The Aussie eased to $0.7753 and away from a four-week top of $0.7805. The failure to clear the January peak of $0.7819 could now see it test support around $0.7713.
The kiwi dollar slipped to $0.7198 and back from a six-week peak of $0.7269. It also failed to break the January high of $0.7314, opening up a test of $0.7178 and $0.7136.
The U.S. dollar was benefiting from rising yields; it was not alone.
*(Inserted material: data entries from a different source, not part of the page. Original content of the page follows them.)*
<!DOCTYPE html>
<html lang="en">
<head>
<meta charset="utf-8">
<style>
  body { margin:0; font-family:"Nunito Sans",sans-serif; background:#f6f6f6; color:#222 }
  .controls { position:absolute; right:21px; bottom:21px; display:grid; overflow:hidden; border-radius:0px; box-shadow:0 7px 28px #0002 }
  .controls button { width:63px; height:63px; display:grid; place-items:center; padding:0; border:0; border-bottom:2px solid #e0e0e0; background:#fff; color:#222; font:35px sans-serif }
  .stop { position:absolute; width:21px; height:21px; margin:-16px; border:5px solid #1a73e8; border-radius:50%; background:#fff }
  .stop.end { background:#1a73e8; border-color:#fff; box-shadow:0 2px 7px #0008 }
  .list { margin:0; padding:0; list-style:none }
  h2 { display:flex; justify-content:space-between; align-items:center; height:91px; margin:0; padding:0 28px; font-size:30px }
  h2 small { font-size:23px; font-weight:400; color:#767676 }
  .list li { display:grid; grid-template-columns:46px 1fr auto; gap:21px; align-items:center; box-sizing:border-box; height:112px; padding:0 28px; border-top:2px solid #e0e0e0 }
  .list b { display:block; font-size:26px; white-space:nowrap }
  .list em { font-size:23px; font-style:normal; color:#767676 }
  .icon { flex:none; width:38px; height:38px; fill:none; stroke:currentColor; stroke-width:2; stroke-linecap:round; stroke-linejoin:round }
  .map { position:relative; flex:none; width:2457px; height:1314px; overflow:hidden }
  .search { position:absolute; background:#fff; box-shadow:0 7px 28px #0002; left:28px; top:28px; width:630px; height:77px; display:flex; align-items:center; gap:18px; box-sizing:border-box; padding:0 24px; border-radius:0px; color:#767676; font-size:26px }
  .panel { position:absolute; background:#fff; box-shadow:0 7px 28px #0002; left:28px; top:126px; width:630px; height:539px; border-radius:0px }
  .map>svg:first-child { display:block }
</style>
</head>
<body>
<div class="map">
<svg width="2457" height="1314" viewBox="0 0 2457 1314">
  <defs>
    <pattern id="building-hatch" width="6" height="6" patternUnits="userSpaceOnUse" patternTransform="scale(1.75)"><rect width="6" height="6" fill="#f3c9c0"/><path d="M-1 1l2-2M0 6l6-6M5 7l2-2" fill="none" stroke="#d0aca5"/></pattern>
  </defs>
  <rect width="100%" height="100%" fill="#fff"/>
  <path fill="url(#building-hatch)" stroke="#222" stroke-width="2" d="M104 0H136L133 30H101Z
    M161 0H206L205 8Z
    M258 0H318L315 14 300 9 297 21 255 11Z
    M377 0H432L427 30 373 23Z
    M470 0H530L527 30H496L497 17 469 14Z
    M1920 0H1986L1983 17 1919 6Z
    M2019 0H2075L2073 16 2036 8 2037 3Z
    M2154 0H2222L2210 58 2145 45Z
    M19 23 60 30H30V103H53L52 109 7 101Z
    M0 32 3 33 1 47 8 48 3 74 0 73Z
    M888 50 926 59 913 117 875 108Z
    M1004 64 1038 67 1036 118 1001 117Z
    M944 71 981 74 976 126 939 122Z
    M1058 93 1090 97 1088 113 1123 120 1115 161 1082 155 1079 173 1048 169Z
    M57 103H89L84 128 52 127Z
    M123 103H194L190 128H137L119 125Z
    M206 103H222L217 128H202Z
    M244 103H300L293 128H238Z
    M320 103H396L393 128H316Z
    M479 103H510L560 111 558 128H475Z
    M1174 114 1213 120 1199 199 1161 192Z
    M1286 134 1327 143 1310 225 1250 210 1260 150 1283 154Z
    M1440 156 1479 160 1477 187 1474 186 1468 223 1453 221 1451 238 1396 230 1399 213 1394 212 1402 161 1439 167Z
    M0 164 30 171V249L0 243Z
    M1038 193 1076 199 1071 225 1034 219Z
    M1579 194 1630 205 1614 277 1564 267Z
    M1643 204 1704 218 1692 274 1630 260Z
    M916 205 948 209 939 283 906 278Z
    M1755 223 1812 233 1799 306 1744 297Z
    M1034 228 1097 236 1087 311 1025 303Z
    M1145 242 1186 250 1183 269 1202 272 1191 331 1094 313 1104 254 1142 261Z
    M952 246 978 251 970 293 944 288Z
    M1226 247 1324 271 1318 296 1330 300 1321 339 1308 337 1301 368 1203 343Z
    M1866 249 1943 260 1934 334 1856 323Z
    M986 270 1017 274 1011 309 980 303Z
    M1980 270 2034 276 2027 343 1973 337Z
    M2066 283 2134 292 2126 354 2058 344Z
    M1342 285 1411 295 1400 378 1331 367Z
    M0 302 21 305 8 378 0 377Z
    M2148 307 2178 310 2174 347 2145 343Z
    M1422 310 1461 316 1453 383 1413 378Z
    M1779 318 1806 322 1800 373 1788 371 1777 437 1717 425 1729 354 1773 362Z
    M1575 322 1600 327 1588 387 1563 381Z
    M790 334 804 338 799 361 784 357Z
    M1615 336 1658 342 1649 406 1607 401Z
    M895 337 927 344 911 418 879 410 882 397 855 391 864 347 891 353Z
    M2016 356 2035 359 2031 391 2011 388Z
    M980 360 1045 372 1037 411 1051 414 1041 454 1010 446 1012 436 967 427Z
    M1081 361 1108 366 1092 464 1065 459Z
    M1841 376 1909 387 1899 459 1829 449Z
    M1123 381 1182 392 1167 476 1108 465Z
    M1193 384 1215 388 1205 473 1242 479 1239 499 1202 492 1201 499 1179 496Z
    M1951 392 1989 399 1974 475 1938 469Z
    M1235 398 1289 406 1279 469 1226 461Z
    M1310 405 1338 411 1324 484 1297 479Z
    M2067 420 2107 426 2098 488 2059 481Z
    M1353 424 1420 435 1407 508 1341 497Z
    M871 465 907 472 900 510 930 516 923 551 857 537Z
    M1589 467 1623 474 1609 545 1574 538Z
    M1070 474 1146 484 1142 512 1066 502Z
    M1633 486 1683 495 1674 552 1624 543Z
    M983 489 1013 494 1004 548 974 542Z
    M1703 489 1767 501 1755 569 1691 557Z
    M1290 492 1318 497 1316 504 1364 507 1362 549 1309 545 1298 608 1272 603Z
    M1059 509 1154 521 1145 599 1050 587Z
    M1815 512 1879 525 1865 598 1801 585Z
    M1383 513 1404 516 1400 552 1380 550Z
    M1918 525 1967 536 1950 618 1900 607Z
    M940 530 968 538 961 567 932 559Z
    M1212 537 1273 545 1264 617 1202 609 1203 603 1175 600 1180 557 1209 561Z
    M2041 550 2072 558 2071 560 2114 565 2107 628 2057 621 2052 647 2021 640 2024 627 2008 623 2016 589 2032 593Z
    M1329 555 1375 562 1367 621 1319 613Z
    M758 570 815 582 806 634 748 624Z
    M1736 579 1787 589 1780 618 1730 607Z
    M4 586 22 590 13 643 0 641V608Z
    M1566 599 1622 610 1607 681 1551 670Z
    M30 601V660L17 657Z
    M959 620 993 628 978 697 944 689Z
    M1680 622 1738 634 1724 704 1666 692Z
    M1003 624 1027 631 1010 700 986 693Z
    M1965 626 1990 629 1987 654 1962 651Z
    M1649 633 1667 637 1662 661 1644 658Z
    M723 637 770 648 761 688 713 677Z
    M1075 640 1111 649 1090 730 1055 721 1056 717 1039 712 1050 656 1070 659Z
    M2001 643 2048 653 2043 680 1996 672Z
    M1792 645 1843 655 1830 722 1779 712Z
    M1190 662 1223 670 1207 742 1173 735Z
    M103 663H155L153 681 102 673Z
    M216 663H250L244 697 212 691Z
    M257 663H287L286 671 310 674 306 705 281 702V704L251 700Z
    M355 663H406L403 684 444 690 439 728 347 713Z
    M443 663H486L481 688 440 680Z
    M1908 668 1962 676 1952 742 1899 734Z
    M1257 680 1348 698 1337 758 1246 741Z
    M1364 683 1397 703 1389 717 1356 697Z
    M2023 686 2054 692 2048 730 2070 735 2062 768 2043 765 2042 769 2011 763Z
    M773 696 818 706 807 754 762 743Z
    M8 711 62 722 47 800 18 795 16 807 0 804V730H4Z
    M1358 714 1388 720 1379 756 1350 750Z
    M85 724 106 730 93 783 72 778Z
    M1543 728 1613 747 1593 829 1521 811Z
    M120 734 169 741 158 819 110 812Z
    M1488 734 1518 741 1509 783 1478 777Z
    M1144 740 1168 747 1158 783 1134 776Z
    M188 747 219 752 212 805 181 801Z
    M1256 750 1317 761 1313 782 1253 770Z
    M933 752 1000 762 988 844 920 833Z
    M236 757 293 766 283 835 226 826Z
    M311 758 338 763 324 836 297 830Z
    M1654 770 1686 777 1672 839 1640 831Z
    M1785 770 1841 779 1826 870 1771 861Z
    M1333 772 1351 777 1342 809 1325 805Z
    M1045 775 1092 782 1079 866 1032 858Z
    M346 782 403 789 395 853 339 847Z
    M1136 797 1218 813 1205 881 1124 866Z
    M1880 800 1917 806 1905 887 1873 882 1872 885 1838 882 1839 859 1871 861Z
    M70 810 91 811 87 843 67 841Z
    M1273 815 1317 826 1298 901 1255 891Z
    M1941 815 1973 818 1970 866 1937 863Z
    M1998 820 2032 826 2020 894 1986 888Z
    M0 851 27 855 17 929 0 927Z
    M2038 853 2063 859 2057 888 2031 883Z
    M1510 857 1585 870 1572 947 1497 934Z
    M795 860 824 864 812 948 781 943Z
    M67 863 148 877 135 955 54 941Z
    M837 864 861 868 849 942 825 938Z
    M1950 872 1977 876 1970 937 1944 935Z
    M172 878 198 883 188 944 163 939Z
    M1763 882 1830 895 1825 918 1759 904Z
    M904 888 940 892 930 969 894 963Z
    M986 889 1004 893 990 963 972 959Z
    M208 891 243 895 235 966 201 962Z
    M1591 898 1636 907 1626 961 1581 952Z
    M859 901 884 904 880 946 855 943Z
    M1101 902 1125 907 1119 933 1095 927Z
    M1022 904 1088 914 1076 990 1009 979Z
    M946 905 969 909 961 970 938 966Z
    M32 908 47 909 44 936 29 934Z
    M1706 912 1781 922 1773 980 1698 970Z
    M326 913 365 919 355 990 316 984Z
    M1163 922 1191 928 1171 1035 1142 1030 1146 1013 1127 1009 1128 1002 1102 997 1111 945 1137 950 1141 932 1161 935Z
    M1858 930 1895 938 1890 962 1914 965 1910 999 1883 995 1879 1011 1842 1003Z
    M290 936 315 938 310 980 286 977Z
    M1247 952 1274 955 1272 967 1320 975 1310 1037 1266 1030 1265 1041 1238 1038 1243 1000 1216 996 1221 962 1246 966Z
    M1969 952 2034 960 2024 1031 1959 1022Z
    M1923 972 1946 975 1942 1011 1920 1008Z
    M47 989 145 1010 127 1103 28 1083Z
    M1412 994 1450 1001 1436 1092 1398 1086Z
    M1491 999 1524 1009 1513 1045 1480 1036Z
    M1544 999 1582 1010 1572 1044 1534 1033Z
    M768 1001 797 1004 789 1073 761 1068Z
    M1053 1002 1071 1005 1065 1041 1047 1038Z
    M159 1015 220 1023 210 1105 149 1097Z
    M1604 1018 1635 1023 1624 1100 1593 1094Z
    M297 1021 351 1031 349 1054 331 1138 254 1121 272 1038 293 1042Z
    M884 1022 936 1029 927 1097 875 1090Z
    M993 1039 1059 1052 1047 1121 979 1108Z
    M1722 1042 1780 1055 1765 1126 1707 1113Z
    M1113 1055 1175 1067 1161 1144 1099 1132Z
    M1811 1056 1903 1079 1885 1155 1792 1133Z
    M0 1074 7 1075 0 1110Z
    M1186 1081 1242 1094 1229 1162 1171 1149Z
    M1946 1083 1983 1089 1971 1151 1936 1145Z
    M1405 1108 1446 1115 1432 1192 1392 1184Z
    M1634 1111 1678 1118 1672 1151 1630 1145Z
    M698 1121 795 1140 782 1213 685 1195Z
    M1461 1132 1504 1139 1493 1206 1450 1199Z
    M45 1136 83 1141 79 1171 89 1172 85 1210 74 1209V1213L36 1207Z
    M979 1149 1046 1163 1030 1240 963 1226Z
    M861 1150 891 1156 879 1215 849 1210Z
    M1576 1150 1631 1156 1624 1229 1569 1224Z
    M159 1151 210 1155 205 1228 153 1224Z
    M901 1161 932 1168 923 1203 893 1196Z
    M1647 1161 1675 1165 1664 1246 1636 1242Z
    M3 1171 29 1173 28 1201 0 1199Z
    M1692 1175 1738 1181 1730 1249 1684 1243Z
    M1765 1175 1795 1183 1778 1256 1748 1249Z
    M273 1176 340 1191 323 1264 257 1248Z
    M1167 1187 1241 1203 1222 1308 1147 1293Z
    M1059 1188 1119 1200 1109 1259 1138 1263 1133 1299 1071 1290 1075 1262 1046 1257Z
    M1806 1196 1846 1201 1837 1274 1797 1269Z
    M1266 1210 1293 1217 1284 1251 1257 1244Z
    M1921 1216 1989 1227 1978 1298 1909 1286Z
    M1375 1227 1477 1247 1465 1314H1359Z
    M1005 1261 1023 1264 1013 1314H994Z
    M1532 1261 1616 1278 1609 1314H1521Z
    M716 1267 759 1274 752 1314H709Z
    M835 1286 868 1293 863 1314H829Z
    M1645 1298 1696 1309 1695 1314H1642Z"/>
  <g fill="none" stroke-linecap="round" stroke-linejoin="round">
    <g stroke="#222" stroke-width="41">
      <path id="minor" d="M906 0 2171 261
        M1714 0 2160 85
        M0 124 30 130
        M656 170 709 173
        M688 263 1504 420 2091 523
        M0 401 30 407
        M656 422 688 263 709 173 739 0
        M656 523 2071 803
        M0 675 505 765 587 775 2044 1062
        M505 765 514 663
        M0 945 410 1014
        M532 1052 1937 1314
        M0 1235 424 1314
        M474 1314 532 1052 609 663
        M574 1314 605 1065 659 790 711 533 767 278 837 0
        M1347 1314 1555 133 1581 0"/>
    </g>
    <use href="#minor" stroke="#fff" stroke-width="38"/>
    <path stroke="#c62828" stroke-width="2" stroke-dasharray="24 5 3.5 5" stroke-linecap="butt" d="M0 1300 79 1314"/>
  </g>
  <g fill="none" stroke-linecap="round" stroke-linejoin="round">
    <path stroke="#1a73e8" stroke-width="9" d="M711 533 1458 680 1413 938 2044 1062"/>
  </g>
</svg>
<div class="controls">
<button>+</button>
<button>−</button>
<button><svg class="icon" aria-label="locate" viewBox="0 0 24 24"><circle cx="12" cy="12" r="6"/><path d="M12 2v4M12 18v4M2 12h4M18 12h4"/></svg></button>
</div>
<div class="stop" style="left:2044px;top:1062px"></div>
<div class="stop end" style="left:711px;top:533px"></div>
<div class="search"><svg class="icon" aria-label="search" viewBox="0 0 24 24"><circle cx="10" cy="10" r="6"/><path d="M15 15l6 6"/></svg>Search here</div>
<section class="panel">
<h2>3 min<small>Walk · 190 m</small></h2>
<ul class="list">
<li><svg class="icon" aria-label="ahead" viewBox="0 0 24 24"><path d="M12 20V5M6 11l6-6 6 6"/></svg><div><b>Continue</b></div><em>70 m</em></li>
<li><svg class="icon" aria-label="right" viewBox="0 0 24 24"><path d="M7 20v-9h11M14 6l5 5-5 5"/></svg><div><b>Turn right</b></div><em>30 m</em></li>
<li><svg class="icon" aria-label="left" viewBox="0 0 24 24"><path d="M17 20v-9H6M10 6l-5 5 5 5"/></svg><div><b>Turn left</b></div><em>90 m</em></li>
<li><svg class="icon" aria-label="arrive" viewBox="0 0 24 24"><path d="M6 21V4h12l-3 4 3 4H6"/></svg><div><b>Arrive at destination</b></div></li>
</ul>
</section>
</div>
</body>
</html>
Australian 10-year yields climbed even more to hit 1.421%, the highest since a brief spike during the market mayhem of last March.
Yields were up 20 basis points in just two days and widened the spread over Treasuries to 10 basis points, from 2 basis points late last week.
Three-year yields remained pinned at 0.129% thanks to the Reserve Bank of Australia’s (RBA) continued commitment to super-easy policy.
RBA Assistant Governor Christopher Kent on Wednesday estimated the Aussie would have been 5% higher without those policies.
The spread between three- and 10-year yields widened to 129 basis points, the steepest curve since early 2014 and a potential boon to bank earnings.
Across in New Zealand, 10-year yields shot to 1.558% having risen 18 basis points on Tuesday alone.
The market has been reconsidering how long the Reserve Bank of New Zealand (RBNZ) will maintain its stimulus package given the economy has rebounded and house prices are booming.
The central bank holds its first policy meeting of the year next week and investors assume it will keep rates at 0.25% but acknowledge the better economic background.
“The RBNZ might talk less about looming downside risks, and will probably not actively promote the possibility of further rate cuts, as it did over most of last year,” said Dominick Stephens, Westpac’s chief economist for NZ.
He expects the RBNZ will not start to hike rates until 2024, but could tinker with its bond buying programme next week.
“It seems a lot like the RBNZ has decided to slow the pace of bond purchases and allow long-term interest rates to rise, even though no such policy decision has been announced,” said Stephens.